How to complete this task:
Copy out each record that follows exactly, and omit any picture you find.

** Excerpted data follows **

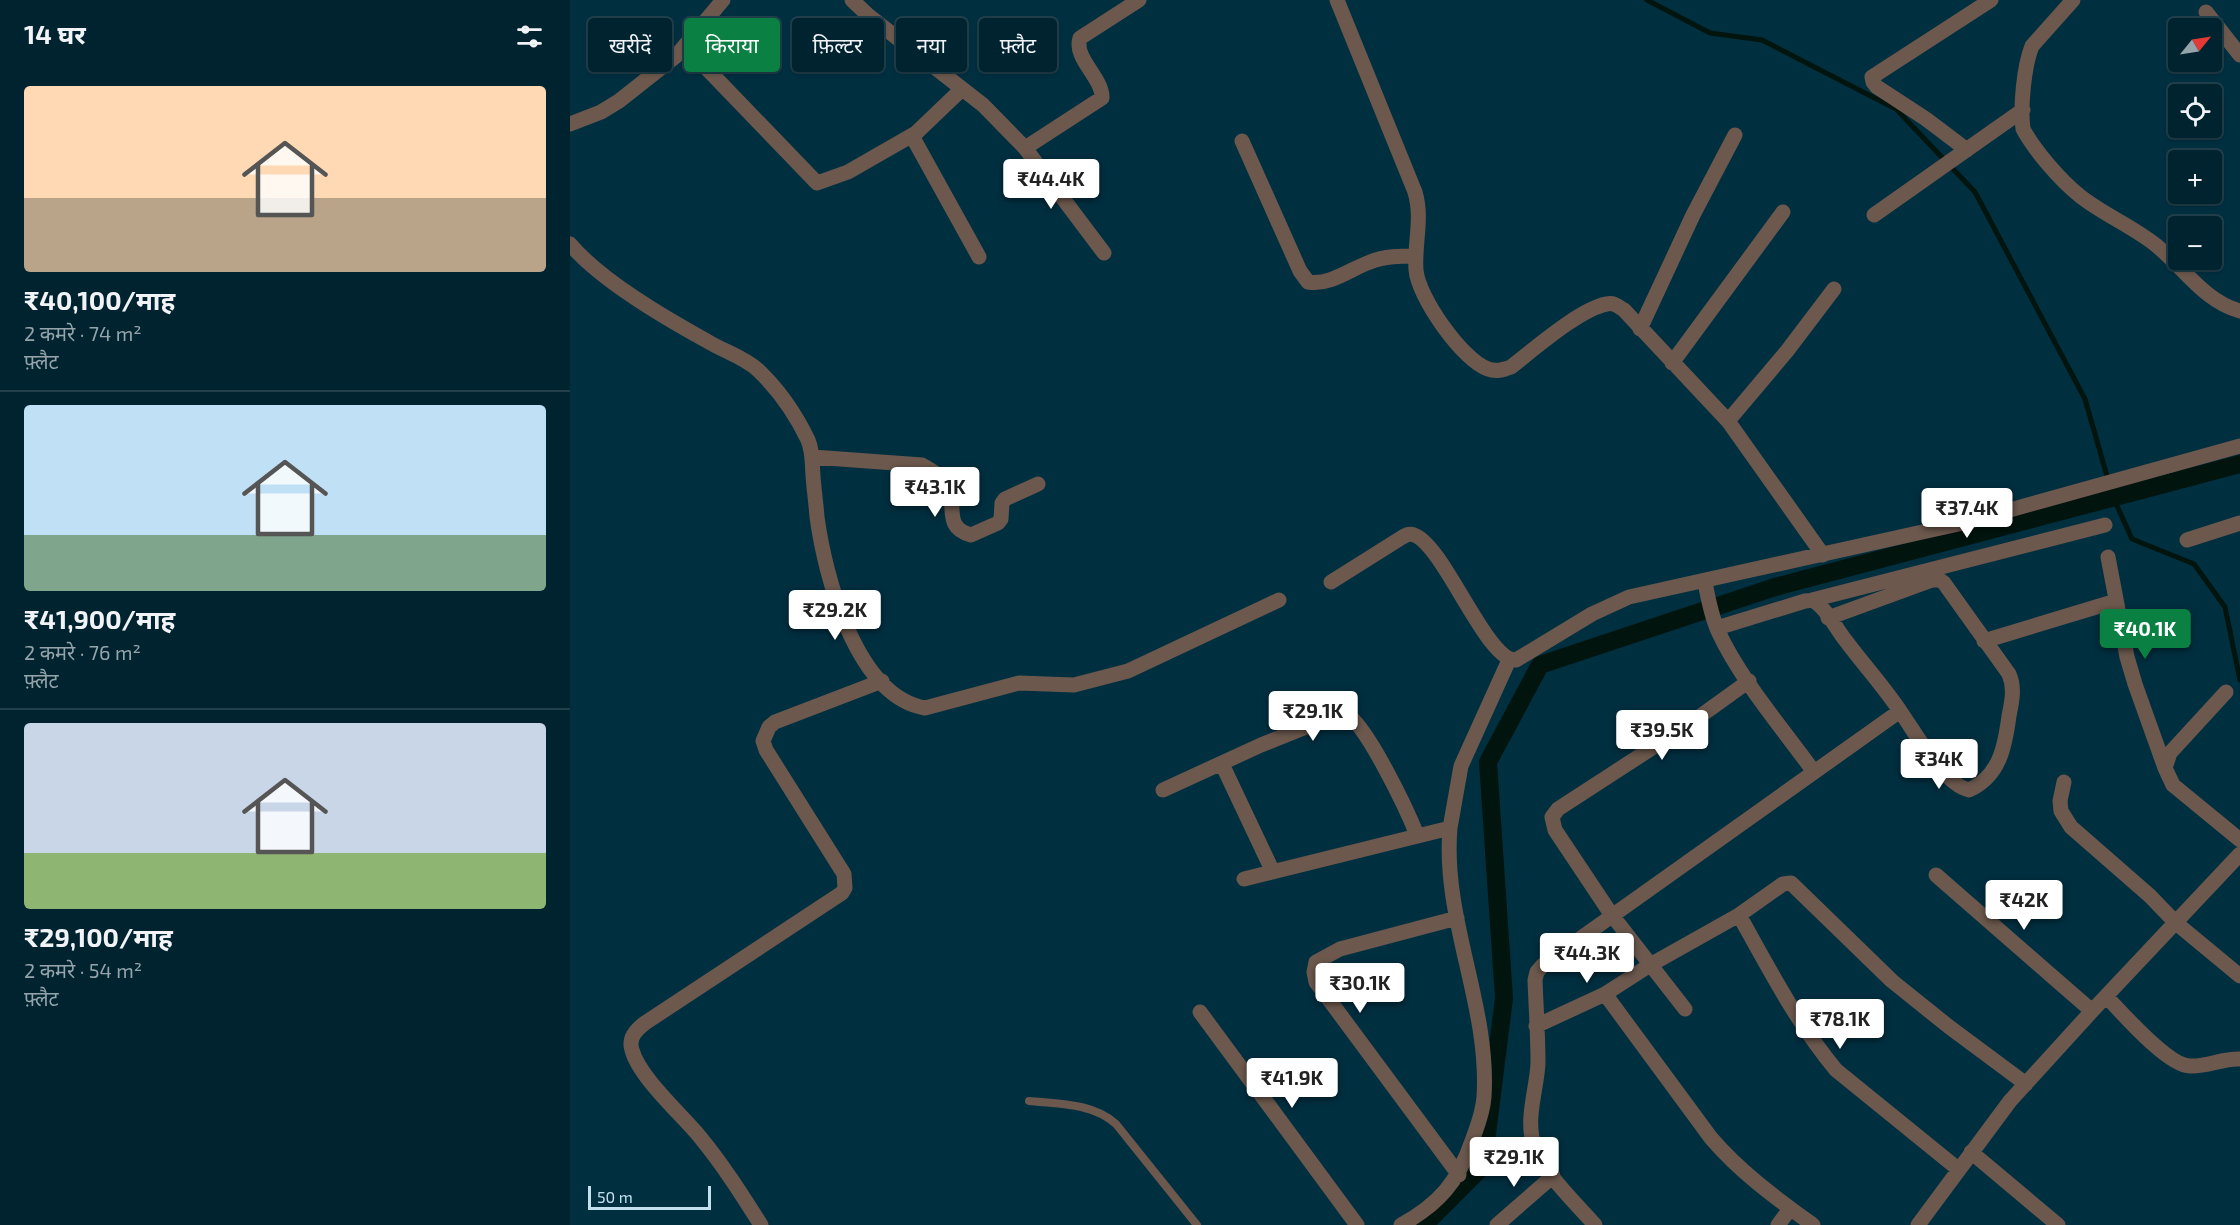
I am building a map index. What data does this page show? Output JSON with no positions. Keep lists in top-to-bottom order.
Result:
{
  "scale_bar": "50 m",
  "north": "top right",
  "page": {
    "heading": "14 घर",
    "map_buttons": ["+", "−"],
    "chip": [
      "खरीदें",
      "किराया",
      "फ़िल्टर",
      "नया",
      "फ़्लैट"
    ],
    "list": [
      {
        "name": "₹40,100/माह",
        "note": "2 कमरे · 74 m² · फ़्लैट"
      },
      {
        "name": "₹41,900/माह",
        "note": "2 कमरे · 76 m² · फ़्लैट"
      },
      {
        "name": "₹29,100/माह",
        "note": "2 कमरे · 54 m² · फ़्लैट"
      }
    ],
    "price": [
      "₹44.4K",
      "₹43.1K",
      "₹37.4K",
      "₹29.2K",
      "₹40.1K",
      "₹29.1K",
      "₹39.5K",
      "₹34K",
      "₹42K",
      "₹44.3K",
      "₹30.1K",
      "₹78.1K",
      "₹41.9K",
      "₹29.1K"
    ],
    "scale": "50 m"
  }
}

** End of Excerpted data **

Response:
I am building a map index. What data does this page show? Output JSON with no positions. Keep lists in top-to-bottom order.
Result:
{
  "scale_bar": "50 m",
  "north": "top right",
  "page": {
    "heading": "14 घर",
    "map_buttons": ["+", "−"],
    "chip": [
      "खरीदें",
      "किराया",
      "फ़िल्टर",
      "नया",
      "फ़्लैट"
    ],
    "list": [
      {
        "name": "₹40,100/माह",
        "note": "2 कमरे · 74 m² · फ़्लैट"
      },
      {
        "name": "₹41,900/माह",
        "note": "2 कमरे · 76 m² · फ़्लैट"
      },
      {
        "name": "₹29,100/माह",
        "note": "2 कमरे · 54 m² · फ़्लैट"
      }
    ],
    "price": [
      "₹44.4K",
      "₹43.1K",
      "₹37.4K",
      "₹29.2K",
      "₹40.1K",
      "₹29.1K",
      "₹39.5K",
      "₹34K",
      "₹42K",
      "₹44.3K",
      "₹30.1K",
      "₹78.1K",
      "₹41.9K",
      "₹29.1K"
    ],
    "scale": "50 m"
  }
}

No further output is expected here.